In all areas of our life the cost of living is too high. I remember when houses
were $10,000, but people argue that wages were also much less. Yet the %
increase of houses is greatly disproportional to the % of wage increases. This
is all due to insurance companies. Do your research. Those businesses which
charge less, don't accept insurance; but if a business accepts insurance,
their cost to you is as much as 200% mark-up. The housing industry is no
different. At every stage there is an insurance company calling the shots. 2008
was not about lenders giving to people who didn't pay it back. It was about
the insurance companies who forced the prices too high. It's poor business
and anti-capitalistic which is supposed be to run on supply and demand, yet just
like with cars, they won't lower prices beyond a certain mark. It's
not because of labor costs and material costs. A fast food meal costs less than
$.25, but they make a huge profit by charging $5 to $10; and that profit is not
going to their employees. Get rid of insurance and we can make America great
Who wouldn't love to buy a decent home, better home, or a new home? Many
jobs in Utah do not pay well even with training and education. With many jobs
wages are stagnant while the cost of housing continues to climb and climb. What
was a $400,000 home is now an $800,000 home. There are nice, but not fancy
homes, that are a $1,000,000. Think about the down payment for those and what
you have to make to make a monthly mortgage for them. In Utah's quest to be
a little Silicon Valley they are going to drive many families out of the housing
market and discourage a lot more from moving here due to high housing costs and
terrible air.
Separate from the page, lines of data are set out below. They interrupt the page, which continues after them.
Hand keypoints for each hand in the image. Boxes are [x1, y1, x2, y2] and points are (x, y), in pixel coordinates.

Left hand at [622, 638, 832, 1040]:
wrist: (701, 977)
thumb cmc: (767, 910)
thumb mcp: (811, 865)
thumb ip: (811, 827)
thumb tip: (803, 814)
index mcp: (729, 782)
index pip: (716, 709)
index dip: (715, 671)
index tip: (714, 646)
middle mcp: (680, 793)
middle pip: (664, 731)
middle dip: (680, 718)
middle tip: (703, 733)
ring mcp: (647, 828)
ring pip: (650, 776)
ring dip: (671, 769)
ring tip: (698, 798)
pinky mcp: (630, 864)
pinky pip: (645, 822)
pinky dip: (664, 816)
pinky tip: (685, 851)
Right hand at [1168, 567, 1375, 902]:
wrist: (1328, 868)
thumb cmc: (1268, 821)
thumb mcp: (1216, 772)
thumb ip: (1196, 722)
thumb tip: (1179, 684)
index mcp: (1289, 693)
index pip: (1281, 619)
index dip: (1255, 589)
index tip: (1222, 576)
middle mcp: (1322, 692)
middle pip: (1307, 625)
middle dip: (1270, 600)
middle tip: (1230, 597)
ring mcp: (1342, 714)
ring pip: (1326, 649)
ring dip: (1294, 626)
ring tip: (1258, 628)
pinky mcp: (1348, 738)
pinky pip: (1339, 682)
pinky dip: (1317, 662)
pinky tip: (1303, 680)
Pride cometh before the fall but the same applies to greed.
And how much is Zion's Bank willing to do to help with the housing crisis?
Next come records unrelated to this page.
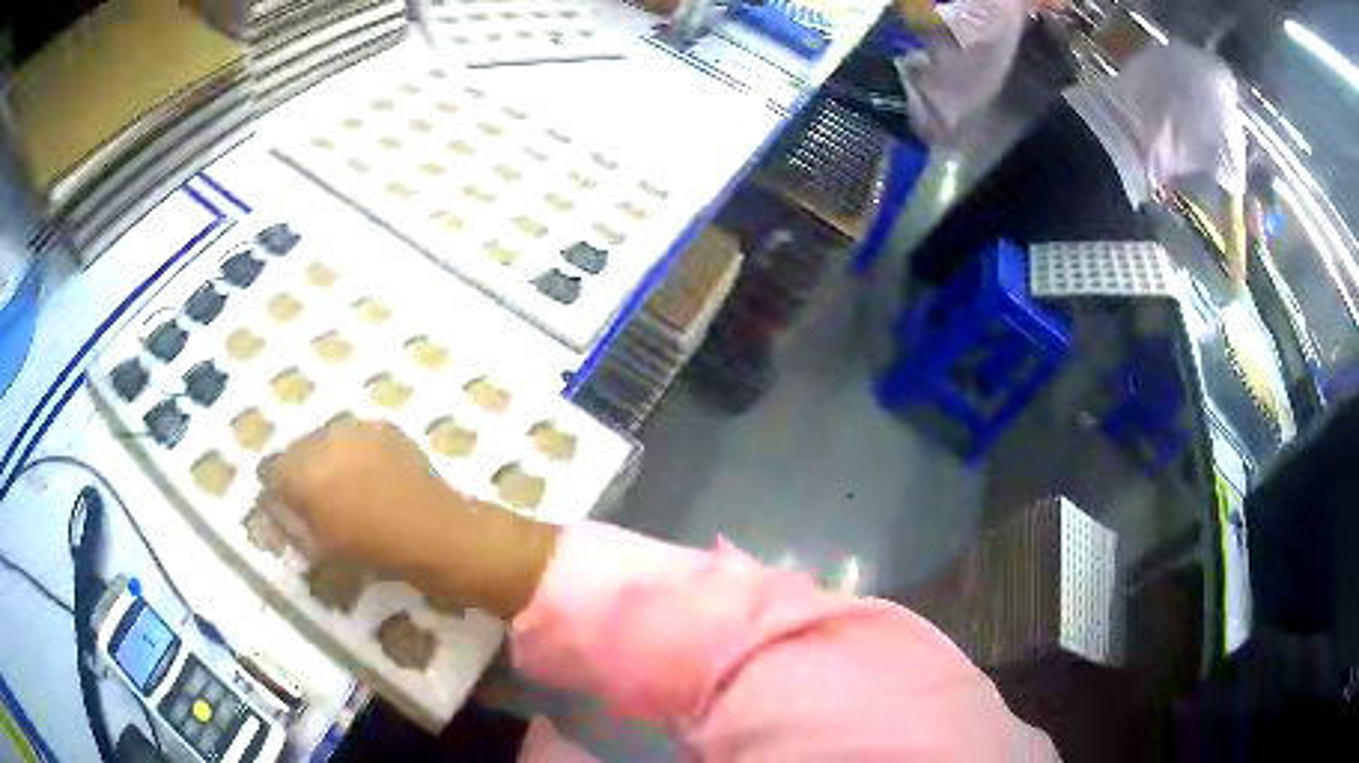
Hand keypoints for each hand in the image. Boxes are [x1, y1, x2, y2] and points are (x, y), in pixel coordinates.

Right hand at [259, 420, 559, 618]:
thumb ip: (293, 523)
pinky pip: (353, 436)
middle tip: (312, 497)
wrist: (440, 534)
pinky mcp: (383, 428)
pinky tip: (368, 475)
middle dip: (298, 471)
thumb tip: (279, 510)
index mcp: (302, 473)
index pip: (270, 471)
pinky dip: (352, 452)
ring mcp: (356, 429)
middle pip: (296, 449)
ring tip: (341, 485)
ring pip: (324, 439)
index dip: (275, 491)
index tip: (283, 506)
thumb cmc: (377, 552)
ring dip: (324, 458)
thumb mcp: (323, 547)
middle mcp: (323, 440)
One thing is for sure - housing prices have increased dramatically. In just the
6 years or so since we bought our home the price for our starter home has risen
nearly to the then-price of our dream home! Now our dream home is a price that
we never would have imagined was possible.
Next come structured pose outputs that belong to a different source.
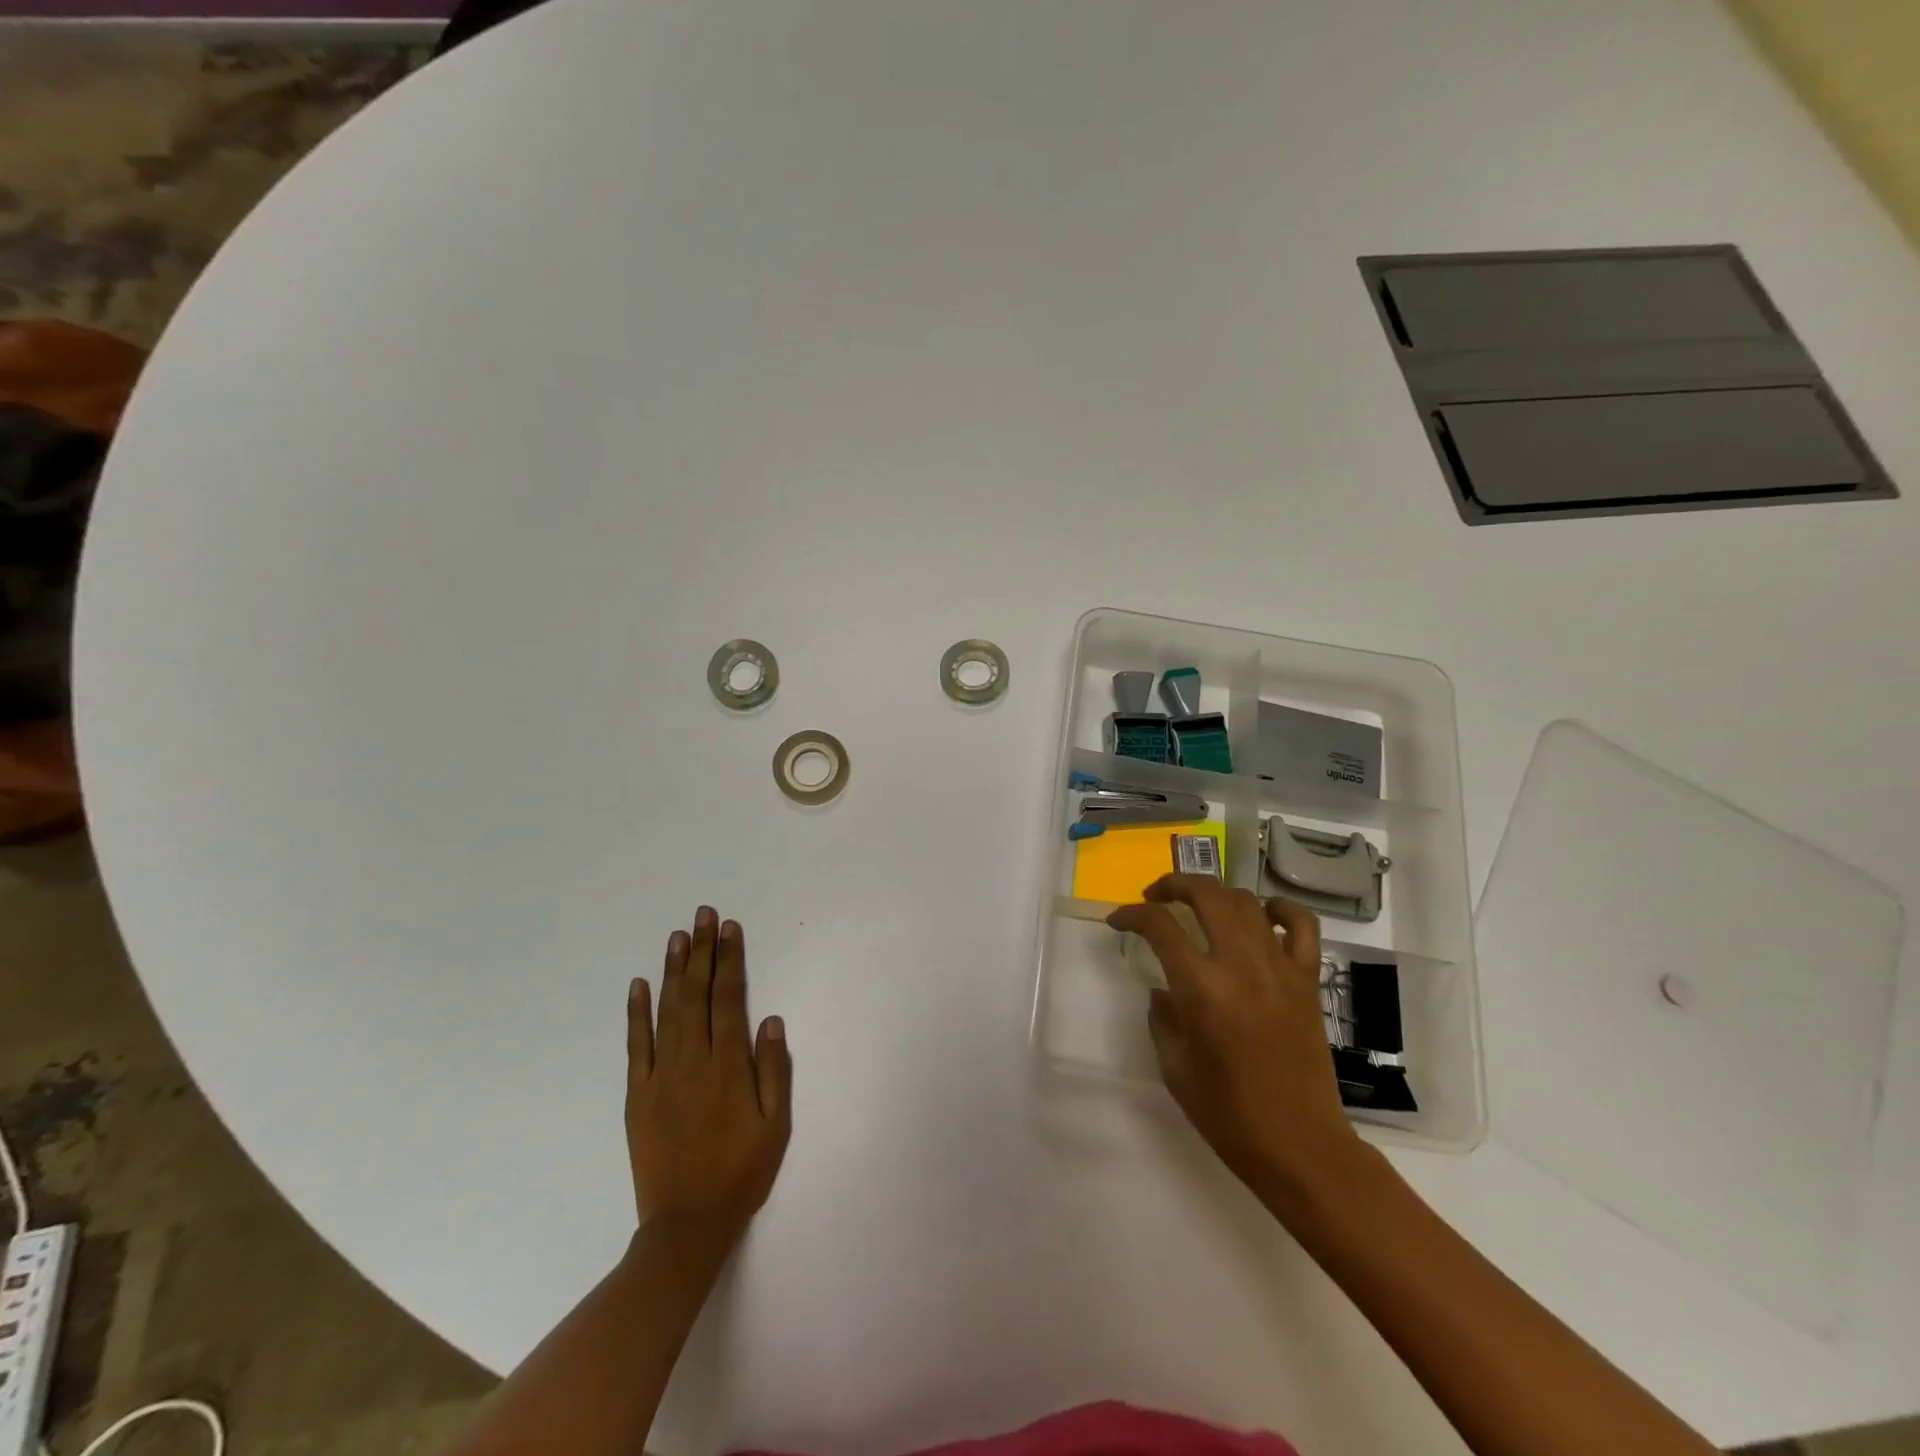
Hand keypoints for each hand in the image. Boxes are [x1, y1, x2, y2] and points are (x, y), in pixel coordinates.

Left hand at [626, 907, 791, 1255]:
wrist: (685, 1225)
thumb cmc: (740, 1172)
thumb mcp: (775, 1125)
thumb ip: (774, 1070)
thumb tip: (771, 1020)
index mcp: (728, 1066)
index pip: (729, 999)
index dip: (730, 960)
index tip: (729, 929)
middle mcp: (693, 1061)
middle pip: (696, 994)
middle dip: (701, 951)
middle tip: (702, 915)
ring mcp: (661, 1076)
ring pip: (666, 1011)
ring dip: (672, 971)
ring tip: (677, 936)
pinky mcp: (638, 1094)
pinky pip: (636, 1046)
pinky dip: (636, 1013)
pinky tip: (638, 986)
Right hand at [1109, 876, 1357, 1193]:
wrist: (1299, 1145)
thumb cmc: (1228, 1114)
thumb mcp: (1173, 1066)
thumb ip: (1162, 1017)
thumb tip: (1164, 989)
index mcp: (1200, 988)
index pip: (1159, 926)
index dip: (1131, 915)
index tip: (1118, 922)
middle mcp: (1239, 964)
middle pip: (1206, 895)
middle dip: (1173, 885)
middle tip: (1155, 897)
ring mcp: (1279, 968)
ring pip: (1247, 902)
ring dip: (1217, 895)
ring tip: (1200, 908)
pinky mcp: (1307, 980)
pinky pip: (1302, 926)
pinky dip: (1281, 909)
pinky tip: (1263, 914)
"Homebuilders say finding skilled labor is their biggest problem."Trade labor wages have been stagnant for 15 years. Homebuilders
don't want to pay a fair wage even though they sell their homes for much
larger prices and profit margins than 15 years ago. Plumbers,
electricians, HVAC professionals can move to another state and make 30% more.
Utah has a shortage of skilled labor, just like qualified teachers, because
greedy people won't pay going rates.
There is not a shortage in the skilled trades because wages have not even kept
of with inflation. The shortage talk is a scare tactic to get more immigrants
here to drive down wages even further.
Start with increasing wages. A home looks more affordable when you have more
money. Money lubricates the wheels and the economy gets rolling.